SAMPLE_Containers input stream

The following program continuously pulls a subset of container data monitored by Splunk Infrastructure Monitoring into the Splunk platform:

"data('cpu.usage.total', filter=filter('plugin', 'docker'), rollup='rate').promote('plugin-instance', allow_missing=True).publish('DSIM:Docker Containers'); data('cpu.usage.system', filter=filter('plugin', 'docker'), rollup='rate').promote('plugin-instance', allow_missing=True).publish('DSIM:Docker Containers'); data('memory.usage.total', filter=filter('plugin', 'docker')).promote('plugin-instance', allow_missing=True).publish('DSIM:Docker Containers'); data('memory.usage.limit', filter=filter('plugin', 'docker')).promote('plugin-instance', allow_missing=True).publish('DSIM:Docker Containers'); data('blkio.io_service_bytes_recursive.write', filter=filter('plugin', 'docker'), rollup='rate').promote('plugin-instance', allow_missing=True).publish('DSIM:Docker Containers'); data('blkio.io_service_bytes_recursive.read', filter=filter('plugin', 'docker'), rollup='rate').promote('plugin-instance', allow_missing=True).publish('DSIM:Docker Containers'); data('network.usage.tx_bytes', filter=filter('plugin', 'docker'), rollup='rate').scale(8).promote('plugin-instance', allow_missing=True).publish('DSIM:Docker Containers'); data('network.usage.rx_bytes', filter=filter('plugin', 'docker'), rollup='rate').scale(8).promote('plugin-instance', allow_missing=True).publish('DSIM:Docker Containers');"

SAMPLE_GCP input stream

The following program continuously pulls a subset of Google Cloud Platform (GCP) data monitored by Splunk Infrastructure Monitoring into the Splunk platform:

"data('instance/cpu/utilization', filter=filter('instance_id', '*'), rollup='average').publish(); data('instance/network/sent_packets_count', filter=filter('instance_id', '*'), rollup='sum').publish(); data('instance/network/received_packets_count', filter=filter('instance_id', '*'), rollup='sum').publish(); data('instance/network/received_bytes_count', filter=filter('instance_id', '*'), rollup='sum').publish(); data('instance/network/sent_bytes_count', filter=filter('instance_id', '*'), rollup='sum').publish(); data('instance/disk/write_bytes_count', filter=filter('instance_id', '*'), rollup='sum').publish(); data('instance/disk/write_ops_count', filter=filter('instance_id', '*'), rollup='sum').publish(); data('instance/disk/read_bytes_count', filter=filter('instance_id', '*'), rollup='sum').publish(); data('instance/disk/read_ops_count', filter=filter('instance_id', '*'), rollup='sum').publish();" | "data('function/execution_times', rollup='latest').scale(0.000001).publish(); data('function/user_memory_bytes', rollup='average').publish(); data('function/execution_count', rollup='sum').publish(); data('function/active_instances', rollup='latest').publish(); data('function/network_egress', rollup='sum').publish();"
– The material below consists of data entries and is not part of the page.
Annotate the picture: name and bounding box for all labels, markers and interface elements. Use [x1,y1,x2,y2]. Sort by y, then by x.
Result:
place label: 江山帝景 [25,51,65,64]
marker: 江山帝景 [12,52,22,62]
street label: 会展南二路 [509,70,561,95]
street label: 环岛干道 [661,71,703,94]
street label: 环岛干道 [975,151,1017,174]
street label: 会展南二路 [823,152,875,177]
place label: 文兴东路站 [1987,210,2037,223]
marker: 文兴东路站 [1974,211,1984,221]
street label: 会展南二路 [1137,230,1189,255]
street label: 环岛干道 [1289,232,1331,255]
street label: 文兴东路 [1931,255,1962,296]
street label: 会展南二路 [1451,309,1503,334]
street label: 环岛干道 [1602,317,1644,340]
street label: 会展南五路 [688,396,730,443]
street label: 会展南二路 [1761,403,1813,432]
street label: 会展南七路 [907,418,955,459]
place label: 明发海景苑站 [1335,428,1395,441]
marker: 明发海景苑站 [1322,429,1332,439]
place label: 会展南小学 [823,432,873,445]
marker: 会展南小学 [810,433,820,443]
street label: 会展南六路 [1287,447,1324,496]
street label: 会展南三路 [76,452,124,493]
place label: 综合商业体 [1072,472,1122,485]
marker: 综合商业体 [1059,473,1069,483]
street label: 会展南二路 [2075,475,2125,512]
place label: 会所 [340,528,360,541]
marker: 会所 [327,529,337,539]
SAMPLE_Kubernetes input stream

The following program continuously pulls a subset of Kubernetes data monitored by Splunk Infrastructure Monitoring into the Splunk platform:

"data('container_cpu_utilization', filter=filter('k8s.pod.name', '*'), rollup='rate').promote('plugin-instance', allow_missing=True).publish('DSIM:Kubernetes'); data('container.memory.usage', filter=filter('k8s.pod.name', '*')).promote('plugin-instance', allow_missing=True).publish('DSIM:Kubernetes'); data('kubernetes.container_memory_limit', filter=filter('k8s.pod.name', '*')).promote('plugin-instance', allow_missing=True).publish('DSIM:Kubernetes'); data('pod_network_receive_errors_total', filter=filter('k8s.pod.name', '*'), rollup='rate').publish('DSIM:Kubernetes'); data('pod_network_transmit_errors_total', filter=filter('k8s.pod.name', '*'), rollup='rate').publish('DSIM:Kubernetes');"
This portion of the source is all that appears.